Stored data entries
========================================================================

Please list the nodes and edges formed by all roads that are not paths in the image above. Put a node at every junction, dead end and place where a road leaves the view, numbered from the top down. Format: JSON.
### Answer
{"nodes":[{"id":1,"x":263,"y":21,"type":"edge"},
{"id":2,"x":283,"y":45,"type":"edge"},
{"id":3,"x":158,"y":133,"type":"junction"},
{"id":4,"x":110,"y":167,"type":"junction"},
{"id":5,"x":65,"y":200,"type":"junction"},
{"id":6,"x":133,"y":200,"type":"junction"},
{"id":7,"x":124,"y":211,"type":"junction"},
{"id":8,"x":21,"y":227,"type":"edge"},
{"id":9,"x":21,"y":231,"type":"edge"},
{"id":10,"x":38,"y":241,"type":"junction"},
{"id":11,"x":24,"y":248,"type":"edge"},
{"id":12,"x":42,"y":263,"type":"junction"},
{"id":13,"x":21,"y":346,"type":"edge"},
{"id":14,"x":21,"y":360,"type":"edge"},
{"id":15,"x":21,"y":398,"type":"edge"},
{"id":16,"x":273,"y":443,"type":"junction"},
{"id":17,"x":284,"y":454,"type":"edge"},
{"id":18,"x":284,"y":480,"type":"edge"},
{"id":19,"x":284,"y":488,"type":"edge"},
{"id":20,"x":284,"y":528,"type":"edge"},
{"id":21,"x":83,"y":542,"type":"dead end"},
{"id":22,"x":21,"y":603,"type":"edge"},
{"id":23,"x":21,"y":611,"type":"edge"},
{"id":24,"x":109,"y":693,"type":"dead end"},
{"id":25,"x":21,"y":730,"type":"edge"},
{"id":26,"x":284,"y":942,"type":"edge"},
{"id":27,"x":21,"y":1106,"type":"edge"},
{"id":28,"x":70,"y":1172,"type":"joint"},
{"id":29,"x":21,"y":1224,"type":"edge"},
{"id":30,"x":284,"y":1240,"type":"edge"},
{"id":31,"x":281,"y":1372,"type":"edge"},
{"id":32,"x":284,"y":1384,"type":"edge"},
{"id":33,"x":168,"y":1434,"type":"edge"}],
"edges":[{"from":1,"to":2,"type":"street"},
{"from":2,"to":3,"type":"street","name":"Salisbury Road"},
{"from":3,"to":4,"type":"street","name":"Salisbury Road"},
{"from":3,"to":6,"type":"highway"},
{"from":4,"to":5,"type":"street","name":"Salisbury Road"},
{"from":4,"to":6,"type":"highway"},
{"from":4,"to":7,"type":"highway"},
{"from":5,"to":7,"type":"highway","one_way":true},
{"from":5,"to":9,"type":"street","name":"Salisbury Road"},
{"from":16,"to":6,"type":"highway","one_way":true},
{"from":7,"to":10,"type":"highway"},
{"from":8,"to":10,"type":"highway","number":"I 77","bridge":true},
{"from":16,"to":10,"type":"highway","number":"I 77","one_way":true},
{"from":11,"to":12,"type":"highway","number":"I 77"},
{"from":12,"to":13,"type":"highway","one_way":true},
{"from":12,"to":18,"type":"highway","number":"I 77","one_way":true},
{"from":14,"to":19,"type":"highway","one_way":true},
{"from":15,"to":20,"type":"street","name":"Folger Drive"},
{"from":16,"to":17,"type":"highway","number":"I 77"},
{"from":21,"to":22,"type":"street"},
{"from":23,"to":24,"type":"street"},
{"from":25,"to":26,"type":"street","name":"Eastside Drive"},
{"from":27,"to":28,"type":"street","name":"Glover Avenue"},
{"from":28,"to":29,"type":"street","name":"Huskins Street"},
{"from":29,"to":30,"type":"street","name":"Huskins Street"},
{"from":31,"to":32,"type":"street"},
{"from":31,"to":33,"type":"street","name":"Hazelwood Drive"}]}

========================================================================

PROBLEM DETAILS.
Write out the data above again, word for word.

OUTPUT FOR THIS EXERCISE.
Please list the nodes and edges formed by all roads that are not paths in the image above. Put a node at every junction, dead end and place where a road leaves the view, numbered from the top down. Format: JSON.
### Answer
{"nodes":[{"id":1,"x":263,"y":21,"type":"edge"},
{"id":2,"x":283,"y":45,"type":"edge"},
{"id":3,"x":158,"y":133,"type":"junction"},
{"id":4,"x":110,"y":167,"type":"junction"},
{"id":5,"x":65,"y":200,"type":"junction"},
{"id":6,"x":133,"y":200,"type":"junction"},
{"id":7,"x":124,"y":211,"type":"junction"},
{"id":8,"x":21,"y":227,"type":"edge"},
{"id":9,"x":21,"y":231,"type":"edge"},
{"id":10,"x":38,"y":241,"type":"junction"},
{"id":11,"x":24,"y":248,"type":"edge"},
{"id":12,"x":42,"y":263,"type":"junction"},
{"id":13,"x":21,"y":346,"type":"edge"},
{"id":14,"x":21,"y":360,"type":"edge"},
{"id":15,"x":21,"y":398,"type":"edge"},
{"id":16,"x":273,"y":443,"type":"junction"},
{"id":17,"x":284,"y":454,"type":"edge"},
{"id":18,"x":284,"y":480,"type":"edge"},
{"id":19,"x":284,"y":488,"type":"edge"},
{"id":20,"x":284,"y":528,"type":"edge"},
{"id":21,"x":83,"y":542,"type":"dead end"},
{"id":22,"x":21,"y":603,"type":"edge"},
{"id":23,"x":21,"y":611,"type":"edge"},
{"id":24,"x":109,"y":693,"type":"dead end"},
{"id":25,"x":21,"y":730,"type":"edge"},
{"id":26,"x":284,"y":942,"type":"edge"},
{"id":27,"x":21,"y":1106,"type":"edge"},
{"id":28,"x":70,"y":1172,"type":"joint"},
{"id":29,"x":21,"y":1224,"type":"edge"},
{"id":30,"x":284,"y":1240,"type":"edge"},
{"id":31,"x":281,"y":1372,"type":"edge"},
{"id":32,"x":284,"y":1384,"type":"edge"},
{"id":33,"x":168,"y":1434,"type":"edge"}],
"edges":[{"from":1,"to":2,"type":"street"},
{"from":2,"to":3,"type":"street","name":"Salisbury Road"},
{"from":3,"to":4,"type":"street","name":"Salisbury Road"},
{"from":3,"to":6,"type":"highway"},
{"from":4,"to":5,"type":"street","name":"Salisbury Road"},
{"from":4,"to":6,"type":"highway"},
{"from":4,"to":7,"type":"highway"},
{"from":5,"to":7,"type":"highway","one_way":true},
{"from":5,"to":9,"type":"street","name":"Salisbury Road"},
{"from":16,"to":6,"type":"highway","one_way":true},
{"from":7,"to":10,"type":"highway"},
{"from":8,"to":10,"type":"highway","number":"I 77","bridge":true},
{"from":16,"to":10,"type":"highway","number":"I 77","one_way":true},
{"from":11,"to":12,"type":"highway","number":"I 77"},
{"from":12,"to":13,"type":"highway","one_way":true},
{"from":12,"to":18,"type":"highway","number":"I 77","one_way":true},
{"from":14,"to":19,"type":"highway","one_way":true},
{"from":15,"to":20,"type":"street","name":"Folger Drive"},
{"from":16,"to":17,"type":"highway","number":"I 77"},
{"from":21,"to":22,"type":"street"},
{"from":23,"to":24,"type":"street"},
{"from":25,"to":26,"type":"street","name":"Eastside Drive"},
{"from":27,"to":28,"type":"street","name":"Glover Avenue"},
{"from":28,"to":29,"type":"street","name":"Huskins Street"},
{"from":29,"to":30,"type":"street","name":"Huskins Street"},
{"from":31,"to":32,"type":"street"},
{"from":31,"to":33,"type":"street","name":"Hazelwood Drive"}]}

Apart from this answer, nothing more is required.